Esistono certamente situazioni più rischiose, ma riguardano casi particolari, come gli sport alpini o la scalata verso altitudini estreme, contesti diversi dalle mete di chi vuole semplicemente riposare e fare trekking. È vero che il sistema cardiocircolatorio è messo alla prova, però non più di quanto lo sarebbe in una palestra o a bassa quota. Il rischio di eventi cardiovascolari, in conclusione, è stato documentato soprattutto in associazione all’attività sportiva intensa ed è sostanzialmente slegato dal livello di altitudine.

Il mal di montagna

Si tratta di un insieme di sintomi causati dalla salita in alta quota rapida, spesso senza soste. Può colpire anche soggetti sani. Interessa, infatti, tra il 20 e il 30% dei frequentatori di quote oltre i 3.500 metri e può comportare, solo in una minima parte dei casi (circa l’1%), problemi gravi e potenzialmente mortali come l’edema polmonare e l’edema cerebrale.

I segnali spia

Occorre stare attenti, già a quote inferiori, a sintomi lievi e passeggeri, come mal di testa e nausea. Se perdurano oltre le 24 ore oppure se si aggiungono altri malesseri, come difficoltà di coordinazione e di respirazione (ipossia), anche a riposo, sarà necessario scendere a quote più basse e rivolgersi a un medico.

Per stare più tranquilli, nelle escursioni impegnative, è consigliabile portare con sé un saturimetro.
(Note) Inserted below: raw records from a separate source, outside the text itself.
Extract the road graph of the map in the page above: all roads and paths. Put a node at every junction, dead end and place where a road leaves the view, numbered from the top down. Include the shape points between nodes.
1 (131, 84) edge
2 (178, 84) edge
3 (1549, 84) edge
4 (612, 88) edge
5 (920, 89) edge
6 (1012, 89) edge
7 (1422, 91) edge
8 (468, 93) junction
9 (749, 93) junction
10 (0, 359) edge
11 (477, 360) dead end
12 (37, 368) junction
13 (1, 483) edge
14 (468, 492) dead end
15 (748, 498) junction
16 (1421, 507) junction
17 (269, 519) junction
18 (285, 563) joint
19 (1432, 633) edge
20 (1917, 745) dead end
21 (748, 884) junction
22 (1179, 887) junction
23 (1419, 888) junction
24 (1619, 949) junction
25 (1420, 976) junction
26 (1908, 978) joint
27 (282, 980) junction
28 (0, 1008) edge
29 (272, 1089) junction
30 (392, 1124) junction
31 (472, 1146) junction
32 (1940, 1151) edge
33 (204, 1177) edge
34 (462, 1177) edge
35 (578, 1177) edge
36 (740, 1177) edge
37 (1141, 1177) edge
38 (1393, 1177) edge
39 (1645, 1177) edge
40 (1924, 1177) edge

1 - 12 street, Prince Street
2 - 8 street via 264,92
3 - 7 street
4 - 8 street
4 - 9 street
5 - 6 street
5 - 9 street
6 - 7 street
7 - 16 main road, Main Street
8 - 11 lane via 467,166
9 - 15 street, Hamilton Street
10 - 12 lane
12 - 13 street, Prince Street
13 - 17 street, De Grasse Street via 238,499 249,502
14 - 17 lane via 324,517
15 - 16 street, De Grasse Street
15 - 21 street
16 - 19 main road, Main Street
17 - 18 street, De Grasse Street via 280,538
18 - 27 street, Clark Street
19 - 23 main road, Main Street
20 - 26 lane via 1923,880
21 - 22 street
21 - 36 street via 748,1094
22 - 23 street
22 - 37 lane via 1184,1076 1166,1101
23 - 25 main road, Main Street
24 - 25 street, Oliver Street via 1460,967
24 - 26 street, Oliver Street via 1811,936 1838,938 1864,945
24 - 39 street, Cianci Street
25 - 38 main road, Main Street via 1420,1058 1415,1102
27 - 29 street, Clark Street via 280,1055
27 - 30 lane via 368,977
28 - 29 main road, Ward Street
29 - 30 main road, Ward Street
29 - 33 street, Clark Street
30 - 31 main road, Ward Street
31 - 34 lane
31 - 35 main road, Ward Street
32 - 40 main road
Come abbiamo imparato durante la pandemia di Covid-19, è uno strumento facilissimo da utilizzare e in grado di informarci rapidamente sul livello di ossigeno nel sangue.

I consigli pre-partenza

Un consulto medico prima di partire e, eventualmente, un test da sforzo sono raccomandati a chi soffre di pressione alta, ai portatori di dispositivi impiantabili (defibrillatori, pacemaker), a chi è affetto da patologie cardiache. Sapendo, però, che eventi come l’infarto miocardico sono imprevedibili.